If the section does not exist yet, this snippet should be a good start for creating it.

To this section, add blank default config items for your oopses:

oops_prefix: none
error_dir: none
copy_to_zlog: false

TODO: Explain what these do.

TODO: Multiple scripts' oopses can map to one error_dir.

The specific values will go into specific configs for various setups. Here, if the configuration files do not have frobnicate sections, just create them by adding the header:

[frobnicate]

In configs/development/launchpad-lazr.conf add these to the frobnicate section:

oops_prefix: FROB
error_dir: /var/tmp/frobnicate.test

Note the "T" prefix to the oops code, and the ".test" suffix to the oops directory.
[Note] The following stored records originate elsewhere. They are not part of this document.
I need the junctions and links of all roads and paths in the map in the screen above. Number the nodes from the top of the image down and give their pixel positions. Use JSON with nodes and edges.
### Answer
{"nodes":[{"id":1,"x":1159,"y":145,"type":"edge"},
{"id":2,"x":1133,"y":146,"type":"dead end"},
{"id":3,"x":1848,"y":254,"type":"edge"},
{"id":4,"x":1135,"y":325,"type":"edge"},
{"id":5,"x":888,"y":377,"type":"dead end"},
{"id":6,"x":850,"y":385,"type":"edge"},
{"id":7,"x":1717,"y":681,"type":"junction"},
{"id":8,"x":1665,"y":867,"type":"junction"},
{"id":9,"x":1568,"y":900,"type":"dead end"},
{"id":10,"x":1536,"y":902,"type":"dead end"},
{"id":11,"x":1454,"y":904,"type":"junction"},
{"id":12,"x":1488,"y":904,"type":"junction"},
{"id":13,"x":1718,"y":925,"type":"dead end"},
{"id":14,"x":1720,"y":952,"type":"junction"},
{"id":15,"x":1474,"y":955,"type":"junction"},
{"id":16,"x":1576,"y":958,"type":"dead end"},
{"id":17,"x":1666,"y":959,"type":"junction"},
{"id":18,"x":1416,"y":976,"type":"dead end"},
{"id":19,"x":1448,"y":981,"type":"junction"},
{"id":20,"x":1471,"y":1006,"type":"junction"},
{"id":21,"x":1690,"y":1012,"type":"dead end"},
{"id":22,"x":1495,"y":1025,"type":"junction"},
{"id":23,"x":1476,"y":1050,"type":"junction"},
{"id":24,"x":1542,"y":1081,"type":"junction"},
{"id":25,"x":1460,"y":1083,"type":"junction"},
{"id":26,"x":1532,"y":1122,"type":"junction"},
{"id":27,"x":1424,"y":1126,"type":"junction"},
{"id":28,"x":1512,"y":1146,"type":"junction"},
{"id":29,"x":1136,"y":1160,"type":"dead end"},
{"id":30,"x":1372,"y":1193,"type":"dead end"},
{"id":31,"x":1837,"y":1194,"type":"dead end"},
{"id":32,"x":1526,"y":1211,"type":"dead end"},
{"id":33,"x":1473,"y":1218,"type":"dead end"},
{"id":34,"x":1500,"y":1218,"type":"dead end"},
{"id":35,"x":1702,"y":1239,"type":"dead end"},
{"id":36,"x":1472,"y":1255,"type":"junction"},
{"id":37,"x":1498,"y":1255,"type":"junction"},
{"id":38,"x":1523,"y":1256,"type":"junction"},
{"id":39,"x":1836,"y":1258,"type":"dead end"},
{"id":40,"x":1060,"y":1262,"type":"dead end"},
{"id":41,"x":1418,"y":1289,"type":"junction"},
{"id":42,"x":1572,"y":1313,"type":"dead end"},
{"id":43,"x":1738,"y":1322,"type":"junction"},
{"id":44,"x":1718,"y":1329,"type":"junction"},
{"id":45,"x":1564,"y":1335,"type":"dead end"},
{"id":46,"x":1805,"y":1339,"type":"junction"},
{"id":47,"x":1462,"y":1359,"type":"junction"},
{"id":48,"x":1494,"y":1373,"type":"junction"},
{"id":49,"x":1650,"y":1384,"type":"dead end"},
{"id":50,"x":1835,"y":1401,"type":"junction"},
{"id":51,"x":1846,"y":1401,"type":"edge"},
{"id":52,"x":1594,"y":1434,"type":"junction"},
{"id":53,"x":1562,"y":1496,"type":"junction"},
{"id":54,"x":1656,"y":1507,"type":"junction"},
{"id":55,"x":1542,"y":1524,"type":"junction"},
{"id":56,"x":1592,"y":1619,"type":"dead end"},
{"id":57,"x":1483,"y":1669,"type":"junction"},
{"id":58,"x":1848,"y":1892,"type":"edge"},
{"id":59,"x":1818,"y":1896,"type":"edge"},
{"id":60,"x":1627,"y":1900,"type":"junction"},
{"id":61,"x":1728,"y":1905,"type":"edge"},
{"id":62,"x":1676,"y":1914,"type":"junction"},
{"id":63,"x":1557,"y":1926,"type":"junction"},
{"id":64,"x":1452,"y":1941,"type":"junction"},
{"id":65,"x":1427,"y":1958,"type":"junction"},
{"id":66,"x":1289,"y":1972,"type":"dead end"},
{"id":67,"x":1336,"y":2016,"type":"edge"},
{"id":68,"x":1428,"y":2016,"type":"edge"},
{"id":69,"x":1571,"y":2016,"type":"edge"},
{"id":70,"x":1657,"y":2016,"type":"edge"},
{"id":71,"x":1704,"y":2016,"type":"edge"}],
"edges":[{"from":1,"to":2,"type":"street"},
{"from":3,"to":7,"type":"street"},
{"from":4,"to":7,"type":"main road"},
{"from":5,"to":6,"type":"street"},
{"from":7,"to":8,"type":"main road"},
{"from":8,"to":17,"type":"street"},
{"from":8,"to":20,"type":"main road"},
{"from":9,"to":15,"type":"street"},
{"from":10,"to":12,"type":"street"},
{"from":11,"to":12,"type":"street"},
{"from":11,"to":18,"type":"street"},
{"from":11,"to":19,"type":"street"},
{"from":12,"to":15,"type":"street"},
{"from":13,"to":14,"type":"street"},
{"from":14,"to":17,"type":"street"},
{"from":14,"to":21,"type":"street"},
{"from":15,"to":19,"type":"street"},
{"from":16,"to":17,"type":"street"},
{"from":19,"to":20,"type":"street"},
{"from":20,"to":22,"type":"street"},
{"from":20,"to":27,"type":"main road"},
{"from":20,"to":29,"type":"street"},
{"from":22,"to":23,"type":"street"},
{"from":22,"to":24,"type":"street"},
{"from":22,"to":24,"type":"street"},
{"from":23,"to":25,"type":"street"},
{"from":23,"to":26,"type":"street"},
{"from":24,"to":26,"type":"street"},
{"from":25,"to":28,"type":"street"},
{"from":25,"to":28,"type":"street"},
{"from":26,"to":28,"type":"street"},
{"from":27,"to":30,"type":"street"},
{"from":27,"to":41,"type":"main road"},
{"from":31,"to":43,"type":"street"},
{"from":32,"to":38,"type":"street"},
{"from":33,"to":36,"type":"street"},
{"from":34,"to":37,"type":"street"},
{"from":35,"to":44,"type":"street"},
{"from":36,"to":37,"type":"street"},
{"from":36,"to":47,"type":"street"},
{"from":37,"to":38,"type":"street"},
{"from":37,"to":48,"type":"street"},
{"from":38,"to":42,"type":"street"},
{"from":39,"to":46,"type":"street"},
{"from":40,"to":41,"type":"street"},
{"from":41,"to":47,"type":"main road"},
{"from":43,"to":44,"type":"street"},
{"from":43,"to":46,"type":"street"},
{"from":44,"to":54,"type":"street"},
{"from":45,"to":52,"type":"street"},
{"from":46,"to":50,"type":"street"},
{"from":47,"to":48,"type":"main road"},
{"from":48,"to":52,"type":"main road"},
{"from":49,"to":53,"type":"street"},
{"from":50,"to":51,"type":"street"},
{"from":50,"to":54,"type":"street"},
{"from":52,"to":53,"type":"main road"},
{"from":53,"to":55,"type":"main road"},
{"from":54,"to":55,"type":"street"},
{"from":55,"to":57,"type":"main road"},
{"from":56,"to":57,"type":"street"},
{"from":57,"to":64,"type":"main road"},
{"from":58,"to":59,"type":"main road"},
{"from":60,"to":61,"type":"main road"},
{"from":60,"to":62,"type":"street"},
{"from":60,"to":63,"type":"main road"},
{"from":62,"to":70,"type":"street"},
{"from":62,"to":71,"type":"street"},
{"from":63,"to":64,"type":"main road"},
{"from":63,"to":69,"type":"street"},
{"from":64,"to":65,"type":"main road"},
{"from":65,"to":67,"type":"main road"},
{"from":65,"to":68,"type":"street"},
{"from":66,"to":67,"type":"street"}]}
Similarly, in configs/testrunner/launchpad-lazr.conf, under in the frobnicate header, add:

oops_prefix: TFROB
error_dir: /var/tmp/frobnicate

The testrunner configuration is derived from the development one, so any settings made there but not here are inherited. But keeping separate error_dir settings for these two configurations puts the oops reports from test runs and from manual local runs separate.

Make sure it works

Once you've configured and programmed your oopses, you can run your tests to trigger them and you will see the oops reports appearing in /var/tmp/frobnicate.test/, neatly categorized by date. Since they're in /var/tmp/, they'll be cleaned up on reboot.

You can also write tests to test OOPS generation explicitly. Unfortunately, the infrastructure for that is still rather primitive, but it can be done: see bug 567257 and bug 567689 for more information.

In the production world

You need to add configuration items to the production configs as well.

To do this, create a branch of the Launchpad production configs. We'll call the branch production-configs-bug-999999.

Make your changes in production-configs-bug-999999. Add the following snippet to staging-lazr.conf, in the config section for your script. If the section did not exist, create an empty one.

oops_prefix: SFROB
error_dir: /srv/staging.launchpad.net/staging-logs/frobnicate

If your script runs on another server, e.g. bazaar.staging.launchpad.net, then you may want a directory in /srv that's named after a different host.

To production/launchpad-lazr.conf, add this to the frobnicate section:

oops_prefix: FROB
error_dir: /srv/launchpad.net/production-logs/frobnicate

Commit the changes and push your branch:

bzr push lp:~me/lp-production-configs/production-configs-bug-999999

Get this branch through review & landed (see WorkingWithProductionConfigs). You'll definitely want to Q/A on staging before you land.

Make sure it works

Before you go to PQM, have the change cowboy-patched onto staging for testing. Then produce the oops there.

After a while, the oops report you generated should be mirrored to one of the directories in devpad:/srv/launchpad.net-logs/staging/. It's typically the subdirectory with the same name as the server the script ran on, in another subdirectory with today's date. At the time of writing, the oopses from staging are synced to devpad every 3 minutes.

And of course, after your branch lands & rolls out to edge, try testing there as well.

Oops reports

Once your oopses get synced to devpad, the next step is to get them included in the daily oops reports. If your oopses are for a new script that wasn't logging oopses before, there is no oops report yet that they would automatically be included in. You'll have to have a new oops report set up. It will show up daily like the rest of the oops reports, but with a different description in the subject line.

At the time of writing, the team to approach about this is Launchpad Foundations.